Stored data

/---

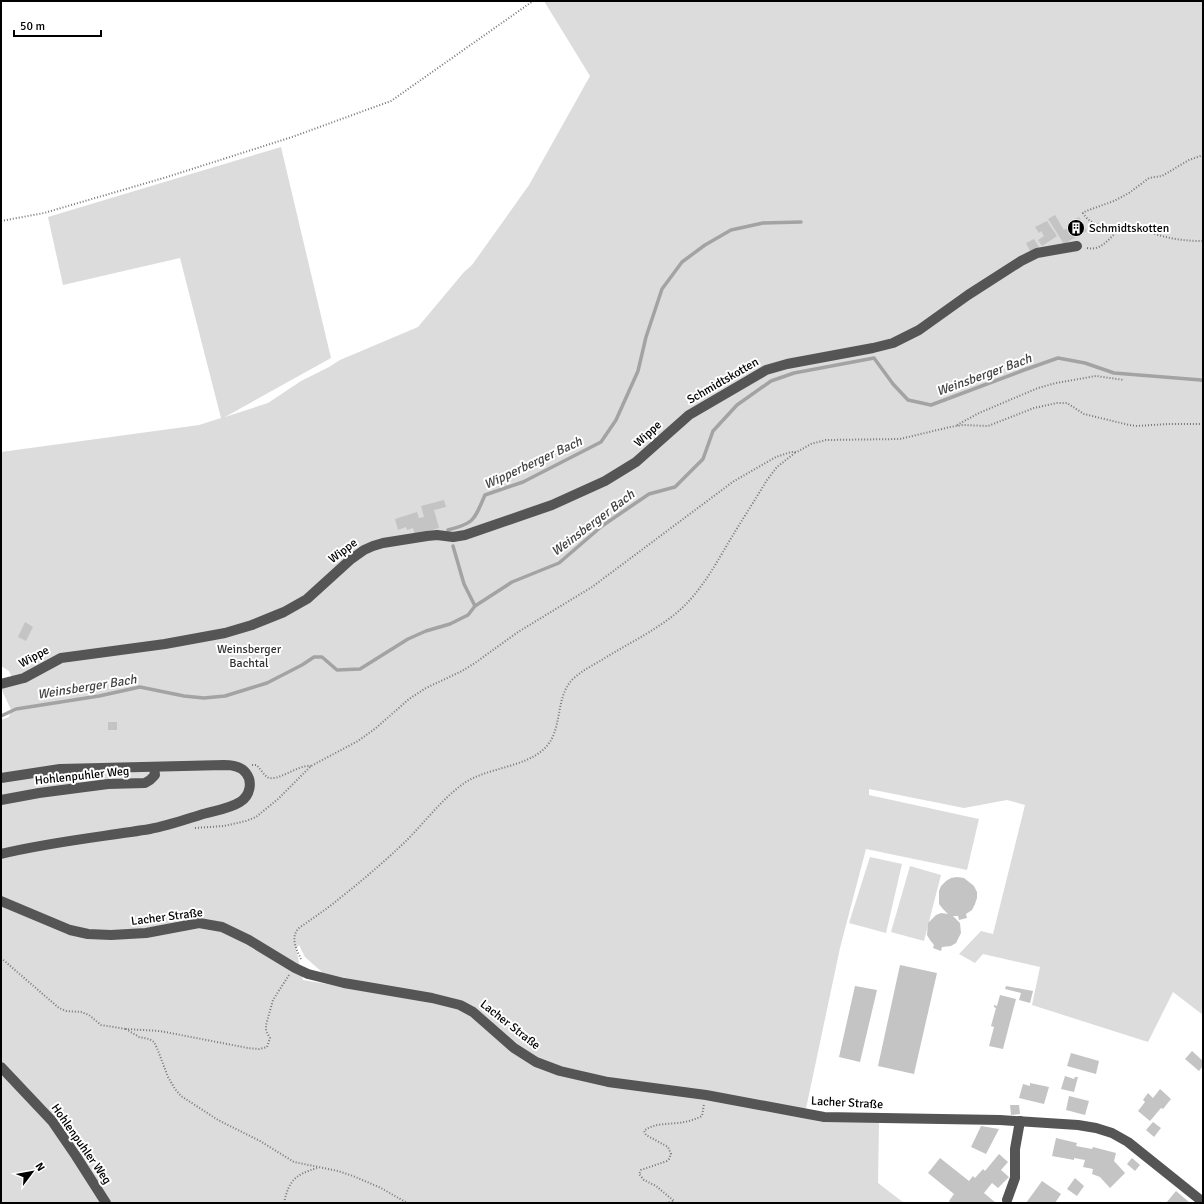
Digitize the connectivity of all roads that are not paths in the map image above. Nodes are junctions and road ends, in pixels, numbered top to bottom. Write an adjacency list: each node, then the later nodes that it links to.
1 (1076, 246): 2 (street, Schmidtskotten)
2 (689, 415): 3 (street, Wippe)
3 (1, 684)
4 (154, 767): 5 (street); 6 (street, Hohlenpuhler Weg); 7 (street)
5 (1, 778)
6 (1, 800)
7 (1, 854)
8 (1, 901): 10 (street, Lacher Straße)
9 (1, 1067): 13 (street, Hohlenpuhler Weg)
10 (1020, 1121): 11 (street); 12 (street, Lacher Straße)
11 (1007, 1200)
12 (1203, 1202)
13 (106, 1203)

\---

=== ACTIVITY ===
Word for word, copy all the entries above, but with no pictures.

=== SOLUTION FOR THIS PROBLEM ===
Digitize the connectivity of all roads that are not paths in the map image above. Nodes are junctions and road ends, in pixels, numbered top to bottom. Write an adjacency list: each node, then the later nodes that it links to.
1 (1076, 246): 2 (street, Schmidtskotten)
2 (689, 415): 3 (street, Wippe)
3 (1, 684)
4 (154, 767): 5 (street); 6 (street, Hohlenpuhler Weg); 7 (street)
5 (1, 778)
6 (1, 800)
7 (1, 854)
8 (1, 901): 10 (street, Lacher Straße)
9 (1, 1067): 13 (street, Hohlenpuhler Weg)
10 (1020, 1121): 11 (street); 12 (street, Lacher Straße)
11 (1007, 1200)
12 (1203, 1202)
13 (106, 1203)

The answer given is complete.